EHR data that are subjected to robust pre-processing and cleaning have been shown to offer a common scaffold upon which research questions can be built and linked to datasets, enabling new areas of research [9
]. With these “big” EHR data, however, great challenges and responsibilities arise: data governance, data access, public trust, definitions of disease and development of replicable scientific tools. Furthermore, these large datasets are prone to generating associations with great uncertainty regarding causality. Therefore, analysis of data and interpretation must be performed by a multidisciplinary team including medical experts, epidemiologists and data scientists.
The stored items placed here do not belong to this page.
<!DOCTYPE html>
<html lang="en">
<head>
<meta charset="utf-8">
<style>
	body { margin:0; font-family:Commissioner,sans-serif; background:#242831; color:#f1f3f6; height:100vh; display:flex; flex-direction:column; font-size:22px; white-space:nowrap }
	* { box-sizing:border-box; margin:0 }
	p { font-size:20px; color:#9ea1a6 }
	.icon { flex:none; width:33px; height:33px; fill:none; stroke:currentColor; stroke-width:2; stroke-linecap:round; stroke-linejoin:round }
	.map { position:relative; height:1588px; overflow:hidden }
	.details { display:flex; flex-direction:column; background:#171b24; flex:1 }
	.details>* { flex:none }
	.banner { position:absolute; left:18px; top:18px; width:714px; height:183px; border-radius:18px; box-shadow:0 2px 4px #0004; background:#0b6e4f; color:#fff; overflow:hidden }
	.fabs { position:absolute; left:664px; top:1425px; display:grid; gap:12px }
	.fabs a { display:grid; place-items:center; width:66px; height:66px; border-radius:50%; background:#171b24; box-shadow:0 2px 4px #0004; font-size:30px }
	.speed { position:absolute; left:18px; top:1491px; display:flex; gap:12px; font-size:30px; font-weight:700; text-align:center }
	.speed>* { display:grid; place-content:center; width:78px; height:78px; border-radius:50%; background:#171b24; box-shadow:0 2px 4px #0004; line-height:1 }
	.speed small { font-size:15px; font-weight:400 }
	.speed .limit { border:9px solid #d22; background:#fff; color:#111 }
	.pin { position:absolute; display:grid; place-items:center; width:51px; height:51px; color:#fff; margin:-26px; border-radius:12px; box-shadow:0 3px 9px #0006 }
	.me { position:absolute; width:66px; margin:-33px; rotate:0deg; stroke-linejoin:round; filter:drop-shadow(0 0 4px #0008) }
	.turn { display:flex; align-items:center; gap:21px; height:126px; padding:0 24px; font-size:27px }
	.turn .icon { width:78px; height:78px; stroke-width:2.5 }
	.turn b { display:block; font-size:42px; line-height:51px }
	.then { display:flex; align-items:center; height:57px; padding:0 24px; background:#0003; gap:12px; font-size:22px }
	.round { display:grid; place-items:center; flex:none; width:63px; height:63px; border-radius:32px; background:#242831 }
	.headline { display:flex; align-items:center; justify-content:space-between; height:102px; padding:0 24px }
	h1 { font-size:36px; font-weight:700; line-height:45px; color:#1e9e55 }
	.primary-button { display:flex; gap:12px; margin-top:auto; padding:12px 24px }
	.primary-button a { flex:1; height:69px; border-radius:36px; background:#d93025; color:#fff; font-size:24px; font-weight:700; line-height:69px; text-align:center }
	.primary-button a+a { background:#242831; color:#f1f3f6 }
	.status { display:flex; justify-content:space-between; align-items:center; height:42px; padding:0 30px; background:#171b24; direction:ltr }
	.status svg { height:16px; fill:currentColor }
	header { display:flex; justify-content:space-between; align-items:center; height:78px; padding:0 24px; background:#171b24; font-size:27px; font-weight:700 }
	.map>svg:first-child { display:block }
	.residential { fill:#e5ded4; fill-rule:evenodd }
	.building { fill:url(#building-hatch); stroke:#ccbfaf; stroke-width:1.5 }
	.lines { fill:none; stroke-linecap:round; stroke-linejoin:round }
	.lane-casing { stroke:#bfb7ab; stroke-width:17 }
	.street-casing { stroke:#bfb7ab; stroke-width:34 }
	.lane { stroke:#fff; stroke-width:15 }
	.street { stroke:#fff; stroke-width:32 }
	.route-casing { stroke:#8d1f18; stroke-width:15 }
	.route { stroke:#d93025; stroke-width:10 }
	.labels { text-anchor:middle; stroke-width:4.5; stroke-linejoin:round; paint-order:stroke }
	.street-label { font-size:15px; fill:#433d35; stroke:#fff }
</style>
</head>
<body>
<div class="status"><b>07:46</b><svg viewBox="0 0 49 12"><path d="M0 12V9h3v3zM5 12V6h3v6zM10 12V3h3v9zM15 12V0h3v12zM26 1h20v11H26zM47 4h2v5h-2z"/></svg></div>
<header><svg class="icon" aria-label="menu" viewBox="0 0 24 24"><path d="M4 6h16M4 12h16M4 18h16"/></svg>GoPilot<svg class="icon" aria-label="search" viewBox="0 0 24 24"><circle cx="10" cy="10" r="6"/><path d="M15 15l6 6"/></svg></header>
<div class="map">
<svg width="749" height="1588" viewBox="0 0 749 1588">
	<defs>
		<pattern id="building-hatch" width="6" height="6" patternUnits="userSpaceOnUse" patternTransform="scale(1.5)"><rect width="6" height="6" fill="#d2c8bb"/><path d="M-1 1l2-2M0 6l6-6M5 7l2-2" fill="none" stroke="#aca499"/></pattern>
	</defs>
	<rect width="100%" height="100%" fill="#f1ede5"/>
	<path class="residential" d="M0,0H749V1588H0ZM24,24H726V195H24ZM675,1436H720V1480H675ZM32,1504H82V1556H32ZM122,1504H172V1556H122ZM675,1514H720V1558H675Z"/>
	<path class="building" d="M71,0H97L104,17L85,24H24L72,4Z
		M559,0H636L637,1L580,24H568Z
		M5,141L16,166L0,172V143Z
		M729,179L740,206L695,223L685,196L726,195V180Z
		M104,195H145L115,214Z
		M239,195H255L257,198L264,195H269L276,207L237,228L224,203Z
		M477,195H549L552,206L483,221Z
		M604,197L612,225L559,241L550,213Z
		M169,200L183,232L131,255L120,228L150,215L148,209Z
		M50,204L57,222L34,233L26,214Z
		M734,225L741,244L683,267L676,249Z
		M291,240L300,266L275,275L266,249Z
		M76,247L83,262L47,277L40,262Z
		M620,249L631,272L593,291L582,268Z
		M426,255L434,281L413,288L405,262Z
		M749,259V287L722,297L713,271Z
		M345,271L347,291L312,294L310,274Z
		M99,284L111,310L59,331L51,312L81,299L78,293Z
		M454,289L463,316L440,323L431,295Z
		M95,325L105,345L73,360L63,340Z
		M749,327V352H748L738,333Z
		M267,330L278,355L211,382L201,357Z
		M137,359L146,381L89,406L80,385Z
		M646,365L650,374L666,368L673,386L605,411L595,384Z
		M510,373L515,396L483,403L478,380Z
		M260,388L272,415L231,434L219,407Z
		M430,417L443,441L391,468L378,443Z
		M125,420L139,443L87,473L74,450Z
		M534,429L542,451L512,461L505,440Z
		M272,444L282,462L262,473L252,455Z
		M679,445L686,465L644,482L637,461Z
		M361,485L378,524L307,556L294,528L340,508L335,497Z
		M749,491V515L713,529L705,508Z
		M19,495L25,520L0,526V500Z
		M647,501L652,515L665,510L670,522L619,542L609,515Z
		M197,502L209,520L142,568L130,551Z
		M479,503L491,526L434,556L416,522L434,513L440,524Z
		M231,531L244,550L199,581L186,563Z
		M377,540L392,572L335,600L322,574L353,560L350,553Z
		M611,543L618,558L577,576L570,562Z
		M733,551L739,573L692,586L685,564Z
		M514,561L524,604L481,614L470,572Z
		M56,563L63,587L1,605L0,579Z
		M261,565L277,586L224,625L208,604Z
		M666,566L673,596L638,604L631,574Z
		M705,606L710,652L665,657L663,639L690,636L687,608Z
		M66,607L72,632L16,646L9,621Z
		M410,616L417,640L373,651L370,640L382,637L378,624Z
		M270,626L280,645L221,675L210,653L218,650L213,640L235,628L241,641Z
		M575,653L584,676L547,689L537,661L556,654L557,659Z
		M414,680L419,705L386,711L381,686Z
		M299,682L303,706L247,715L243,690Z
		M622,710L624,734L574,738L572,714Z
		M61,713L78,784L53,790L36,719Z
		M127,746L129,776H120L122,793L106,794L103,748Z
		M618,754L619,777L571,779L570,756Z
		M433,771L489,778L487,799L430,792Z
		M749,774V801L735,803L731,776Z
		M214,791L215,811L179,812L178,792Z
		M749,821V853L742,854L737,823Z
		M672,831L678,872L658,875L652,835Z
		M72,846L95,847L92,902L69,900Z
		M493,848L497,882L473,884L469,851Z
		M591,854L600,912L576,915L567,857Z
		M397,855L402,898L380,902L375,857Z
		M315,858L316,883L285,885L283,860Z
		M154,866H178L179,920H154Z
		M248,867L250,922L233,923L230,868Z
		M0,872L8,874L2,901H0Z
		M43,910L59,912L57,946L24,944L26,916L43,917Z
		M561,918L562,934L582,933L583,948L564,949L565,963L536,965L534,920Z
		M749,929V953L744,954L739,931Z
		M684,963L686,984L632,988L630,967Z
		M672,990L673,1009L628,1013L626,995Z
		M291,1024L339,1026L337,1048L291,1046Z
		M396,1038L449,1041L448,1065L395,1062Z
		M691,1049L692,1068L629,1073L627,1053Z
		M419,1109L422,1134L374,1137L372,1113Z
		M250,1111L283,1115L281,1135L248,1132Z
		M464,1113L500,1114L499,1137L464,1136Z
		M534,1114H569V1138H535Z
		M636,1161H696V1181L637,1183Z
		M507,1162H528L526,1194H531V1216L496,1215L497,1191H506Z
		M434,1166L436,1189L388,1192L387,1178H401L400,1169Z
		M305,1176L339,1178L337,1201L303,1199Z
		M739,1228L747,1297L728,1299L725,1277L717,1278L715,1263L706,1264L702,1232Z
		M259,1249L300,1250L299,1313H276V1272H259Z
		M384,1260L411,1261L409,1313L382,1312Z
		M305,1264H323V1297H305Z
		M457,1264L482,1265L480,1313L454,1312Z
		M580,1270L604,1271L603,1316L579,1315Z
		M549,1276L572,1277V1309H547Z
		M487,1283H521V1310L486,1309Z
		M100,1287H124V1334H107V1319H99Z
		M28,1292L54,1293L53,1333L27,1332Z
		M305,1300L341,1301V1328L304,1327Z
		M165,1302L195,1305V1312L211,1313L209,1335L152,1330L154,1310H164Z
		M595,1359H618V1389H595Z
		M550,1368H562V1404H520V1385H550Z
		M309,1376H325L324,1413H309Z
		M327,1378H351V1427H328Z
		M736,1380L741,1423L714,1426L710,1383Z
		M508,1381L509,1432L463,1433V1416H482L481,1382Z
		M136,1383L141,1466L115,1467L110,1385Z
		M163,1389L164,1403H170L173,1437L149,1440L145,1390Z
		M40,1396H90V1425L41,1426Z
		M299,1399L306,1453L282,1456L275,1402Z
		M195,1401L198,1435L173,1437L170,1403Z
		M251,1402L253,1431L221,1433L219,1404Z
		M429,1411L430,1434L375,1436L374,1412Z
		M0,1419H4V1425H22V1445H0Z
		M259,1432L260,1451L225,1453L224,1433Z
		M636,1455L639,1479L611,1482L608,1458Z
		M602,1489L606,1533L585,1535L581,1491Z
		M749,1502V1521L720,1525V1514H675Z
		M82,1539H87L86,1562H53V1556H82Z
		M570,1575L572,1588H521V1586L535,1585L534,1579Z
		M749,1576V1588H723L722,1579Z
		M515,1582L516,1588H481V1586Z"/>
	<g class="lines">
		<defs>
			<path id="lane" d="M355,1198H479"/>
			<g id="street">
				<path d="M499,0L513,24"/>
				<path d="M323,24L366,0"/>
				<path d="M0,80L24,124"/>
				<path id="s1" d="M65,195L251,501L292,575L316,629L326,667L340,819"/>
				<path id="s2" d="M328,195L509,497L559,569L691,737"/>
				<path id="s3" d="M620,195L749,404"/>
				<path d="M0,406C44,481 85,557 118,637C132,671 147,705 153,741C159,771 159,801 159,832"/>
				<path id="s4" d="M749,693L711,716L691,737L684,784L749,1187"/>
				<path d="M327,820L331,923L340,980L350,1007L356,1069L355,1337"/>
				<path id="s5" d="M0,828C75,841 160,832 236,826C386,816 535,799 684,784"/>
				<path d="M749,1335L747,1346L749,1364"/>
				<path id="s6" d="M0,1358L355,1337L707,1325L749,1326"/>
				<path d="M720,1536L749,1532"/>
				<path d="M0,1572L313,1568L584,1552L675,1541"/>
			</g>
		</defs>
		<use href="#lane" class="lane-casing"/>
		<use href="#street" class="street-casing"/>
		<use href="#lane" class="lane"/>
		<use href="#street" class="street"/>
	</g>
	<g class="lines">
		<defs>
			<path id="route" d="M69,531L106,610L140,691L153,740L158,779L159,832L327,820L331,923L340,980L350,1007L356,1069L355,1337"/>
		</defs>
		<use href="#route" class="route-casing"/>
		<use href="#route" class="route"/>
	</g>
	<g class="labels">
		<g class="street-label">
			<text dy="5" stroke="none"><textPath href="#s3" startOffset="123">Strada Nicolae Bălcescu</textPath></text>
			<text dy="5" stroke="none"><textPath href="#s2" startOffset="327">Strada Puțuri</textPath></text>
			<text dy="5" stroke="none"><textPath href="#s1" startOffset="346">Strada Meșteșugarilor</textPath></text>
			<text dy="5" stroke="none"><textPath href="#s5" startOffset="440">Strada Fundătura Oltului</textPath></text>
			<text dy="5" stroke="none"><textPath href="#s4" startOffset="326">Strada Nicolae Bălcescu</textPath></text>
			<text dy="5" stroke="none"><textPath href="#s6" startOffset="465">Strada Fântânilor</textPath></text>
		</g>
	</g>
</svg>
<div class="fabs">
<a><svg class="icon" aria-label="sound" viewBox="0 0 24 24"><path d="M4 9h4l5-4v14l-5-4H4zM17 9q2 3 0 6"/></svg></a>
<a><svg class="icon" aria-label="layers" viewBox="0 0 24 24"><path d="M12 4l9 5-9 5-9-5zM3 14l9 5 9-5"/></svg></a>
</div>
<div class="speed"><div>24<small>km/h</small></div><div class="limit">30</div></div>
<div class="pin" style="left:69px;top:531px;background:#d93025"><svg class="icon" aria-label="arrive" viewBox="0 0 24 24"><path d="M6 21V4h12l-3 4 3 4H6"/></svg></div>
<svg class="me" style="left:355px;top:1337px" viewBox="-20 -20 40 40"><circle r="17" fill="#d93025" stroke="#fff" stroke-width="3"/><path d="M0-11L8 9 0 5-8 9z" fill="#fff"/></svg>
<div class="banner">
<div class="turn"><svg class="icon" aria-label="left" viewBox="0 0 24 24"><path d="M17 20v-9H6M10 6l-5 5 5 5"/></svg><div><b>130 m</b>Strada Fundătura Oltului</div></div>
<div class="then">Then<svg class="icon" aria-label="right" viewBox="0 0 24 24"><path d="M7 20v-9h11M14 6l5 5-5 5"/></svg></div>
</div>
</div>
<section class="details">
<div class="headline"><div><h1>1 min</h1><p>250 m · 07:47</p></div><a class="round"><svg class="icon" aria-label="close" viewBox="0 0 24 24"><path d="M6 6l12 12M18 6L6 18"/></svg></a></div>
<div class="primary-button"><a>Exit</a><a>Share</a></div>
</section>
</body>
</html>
Only if the data are understood and carefully evaluated can new models explaining onset and progression of disease be developed [8
In conclusion, the UNRAVEL RDP is an enriched data platform for CMPs that combines EHR data with a standardised blood biobank and text-mining tools. This integration of EHR data into the RDP allows novel analysis of the onset and progression of disease and can embed performance measures in clinical practice. Laboratory protocols, informed consent forms and algorithms are available on www.unravelrdp.nl
. Protocols have been shared thus far with the University Medical Centre Groningen, Amsterdam University Medical Centre and Bergman Clinics, and we explicitly welcome national and international cooperation with the UNRAVEL team to harmonise protocols.